# 6 or 12 volt system



## 196thlib (Dec 8, 2014)

I bought a 1948 john deere a . how can you tell if it's 6 or 12 volt system.The seller
told me it was 12 volt, but the coil on the tractor has 6 volt marking on it.It has a generator , but I was told that 12 volt systems had generators too.How can you tell if it's 6 or 12 volt system.When I bought it ,it did not had a battery on it.
Thanks


----------



## Hoodoo Valley (Nov 14, 2006)

Welcome to the forum! Coils generally are all 6 volt whether it's in a 12 or 6 volt system anyhow, but if it has a generator, most likely it's a 6 volt system. I had a 1947 Chevy truck for years that was converted to 12 volt from 6, but the starter was still 6 volt and I ran that 6 volt starter with 12 volts for quite a few years.

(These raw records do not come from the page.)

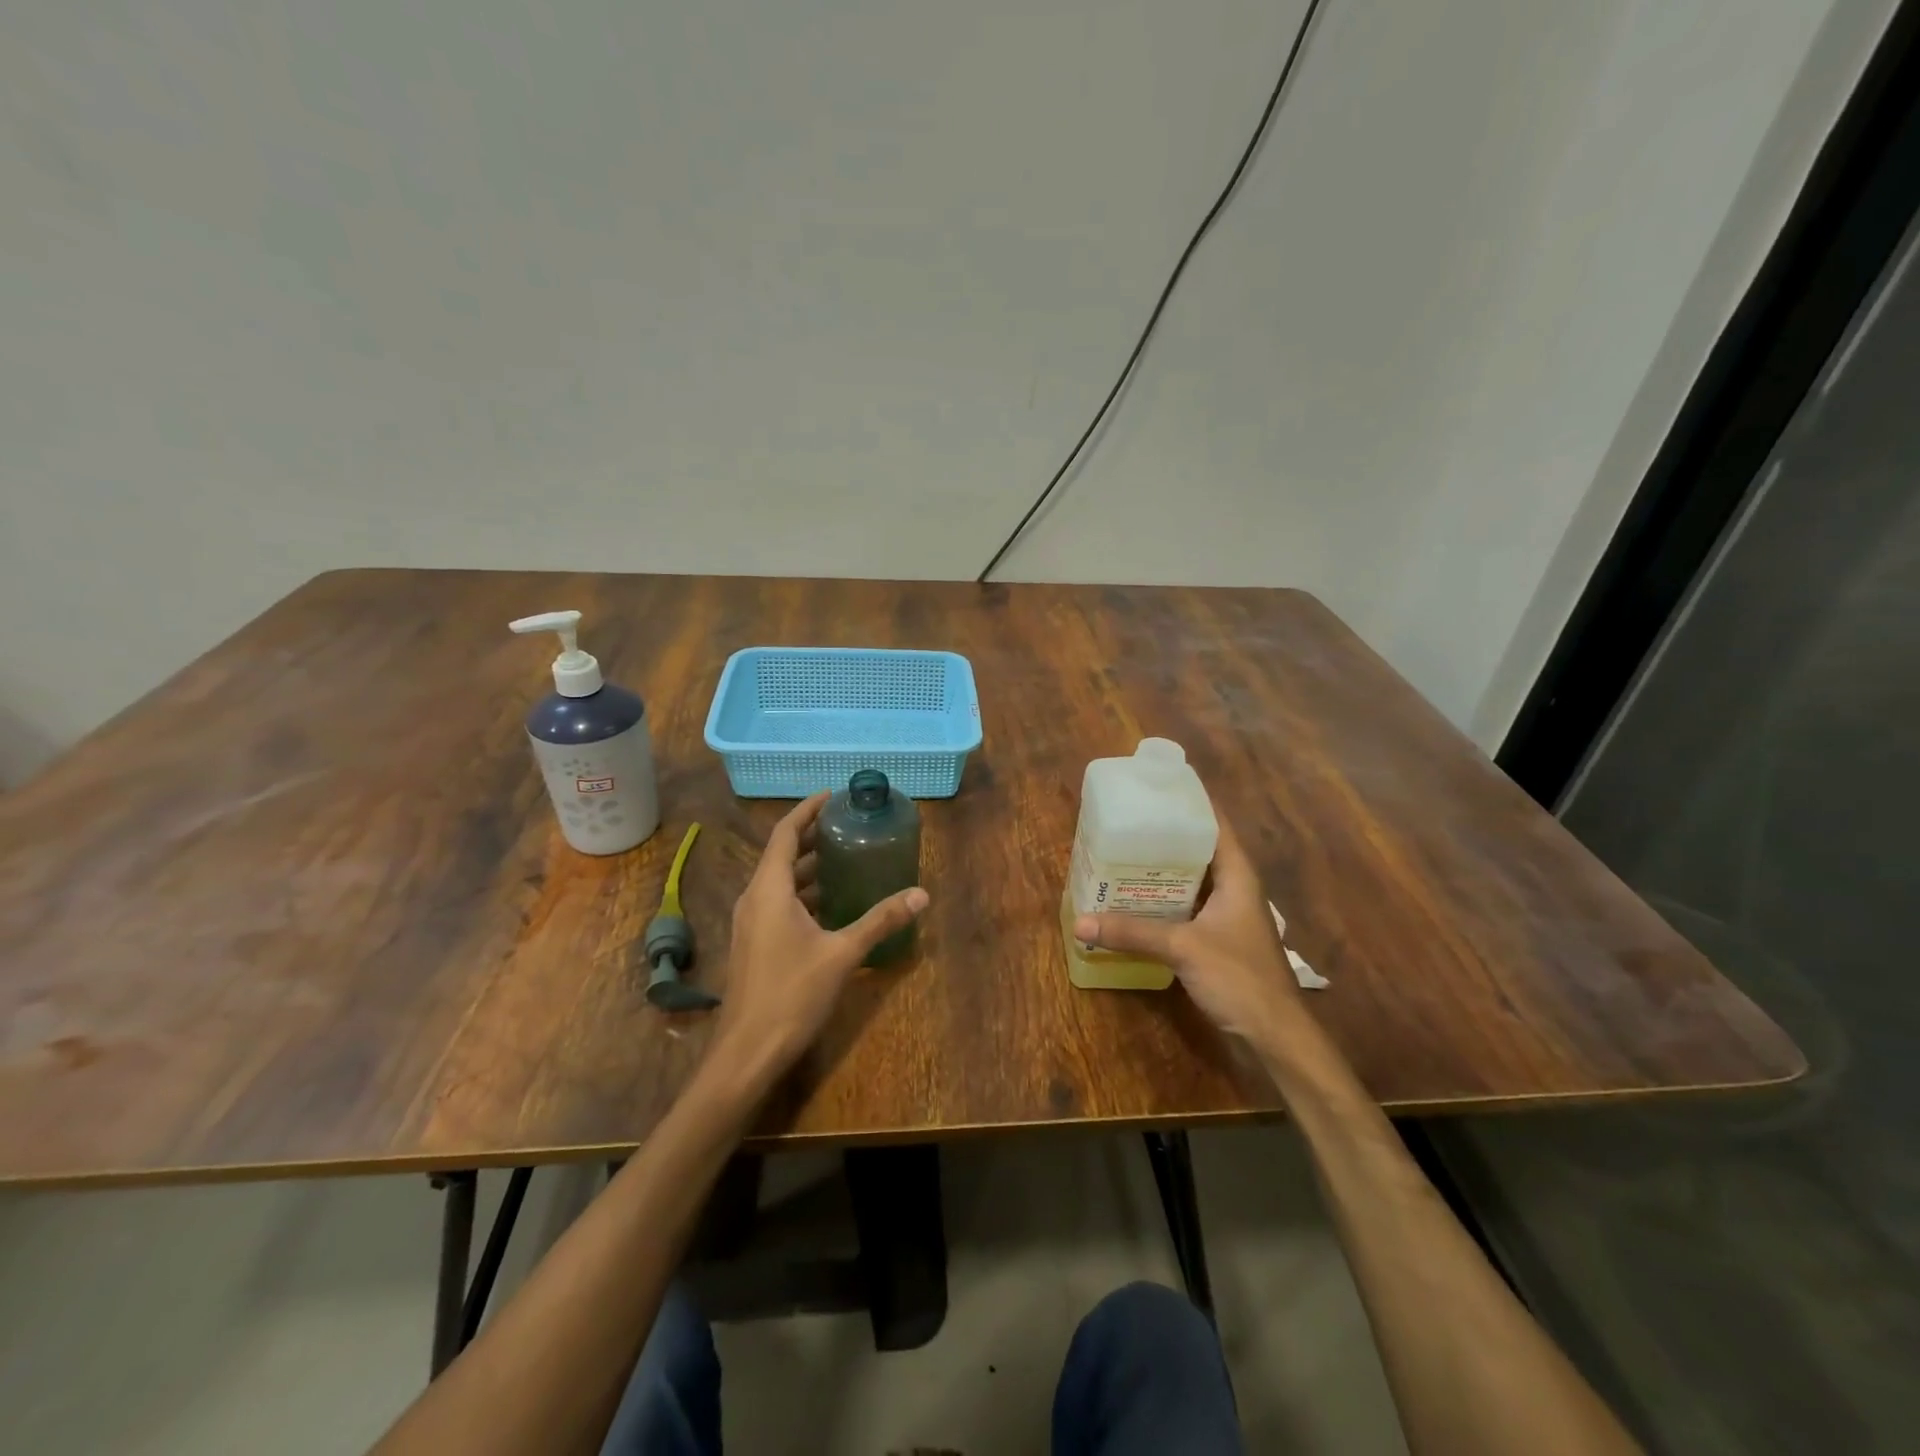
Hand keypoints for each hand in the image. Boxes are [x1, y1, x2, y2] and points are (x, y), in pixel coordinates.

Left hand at [712, 792, 929, 1082]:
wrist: (747, 1052)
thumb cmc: (791, 994)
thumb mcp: (842, 954)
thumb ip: (880, 920)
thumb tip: (921, 894)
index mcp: (770, 889)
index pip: (786, 833)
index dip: (808, 809)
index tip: (834, 795)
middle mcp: (755, 898)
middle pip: (783, 853)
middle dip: (814, 836)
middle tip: (849, 825)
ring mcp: (751, 922)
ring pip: (780, 881)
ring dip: (810, 866)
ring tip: (847, 858)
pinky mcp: (754, 943)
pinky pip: (779, 903)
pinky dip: (804, 893)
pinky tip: (832, 904)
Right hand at [1073, 809, 1300, 1045]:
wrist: (1275, 1034)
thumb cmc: (1239, 977)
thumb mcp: (1182, 948)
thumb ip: (1132, 933)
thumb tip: (1080, 923)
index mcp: (1238, 875)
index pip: (1216, 824)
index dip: (1190, 802)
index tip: (1157, 787)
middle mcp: (1235, 888)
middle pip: (1200, 849)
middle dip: (1166, 836)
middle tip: (1127, 821)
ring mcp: (1228, 915)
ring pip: (1192, 880)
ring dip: (1163, 870)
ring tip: (1124, 855)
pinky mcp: (1219, 938)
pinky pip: (1188, 907)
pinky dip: (1165, 900)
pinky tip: (1136, 901)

They'll take it better than a 12 volt starter will handle only 6 volts. Question here is......... does your tractor run? If you can get it running, then you could check your generator with an electrical meter to determine what you've got or..... if you have any lights at all, then check the voltage of the bulbs.


----------



## jhngardner367 (Apr 5, 2011)

The "A" models were 6vdc,POSITIVE GROUND system,according to Tractordata.com .


----------